H.R. 2617, commonly known as the Consolidated Appropriations Act, 2023 (which includes the SECURE Act 2.0), amended provisions in the tax code to allow special needs trusts to leave remaining funds in a retirement account to a charitable organization. The Bill became Law when signed by President Biden on December 29, 2022. The Senate Summary of the Act states: “Section 337 clarifies that, in the case of a special needs trust established for a beneficiary with a disability, the trust may provide for a charitable organization as the remainder beneficiary. Section 337 is effective for calendar years beginning after the date of enactment of this Act.” Section 337 is referred to as the “Special Needs Trust Improvement Act of 2022.” Click here for Section 337 of the Act.
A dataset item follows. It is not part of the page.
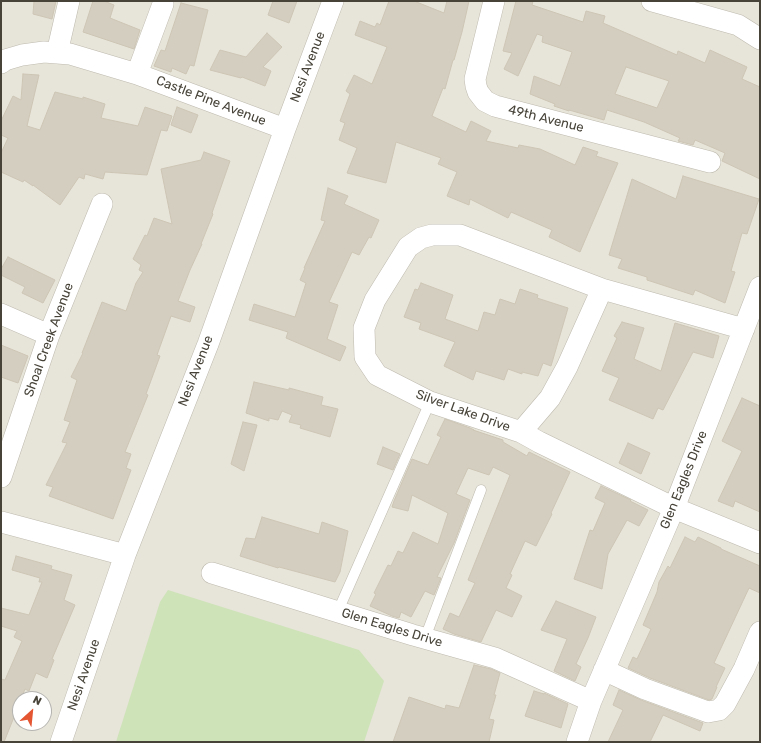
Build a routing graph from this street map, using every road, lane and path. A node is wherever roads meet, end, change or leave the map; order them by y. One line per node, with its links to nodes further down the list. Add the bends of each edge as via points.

“Parents with children experiencing disabilities have unique considerations when writing a will,” said Senator Hassan.“When designating beneficiaries for a Special Needs Trust, parents will often name a second beneficiary, such as their child’s service provider. This bipartisan bill will extend flexibility to these families, ensuring that parents have peace of mind that their wishes will be honored and that their children will get the care that they need.” “Families across Illinois and the United States do everything to support their loved ones with disabilities and special needs. I’m proud to say that this bipartisan legislation will support those families in caring for their loved ones and will ensure a strong financial future for them and their families,” said Congressman Schneider. “Many families make the decision to designate charitable organizations for their loved one’s health service provider as beneficiaries for their Special Needs Trust. I look forward to passing this common-sense legislation, and I will continue to advocate for all of our neighbors with special needs and their families to live lives filled with security, dignity, and happiness.”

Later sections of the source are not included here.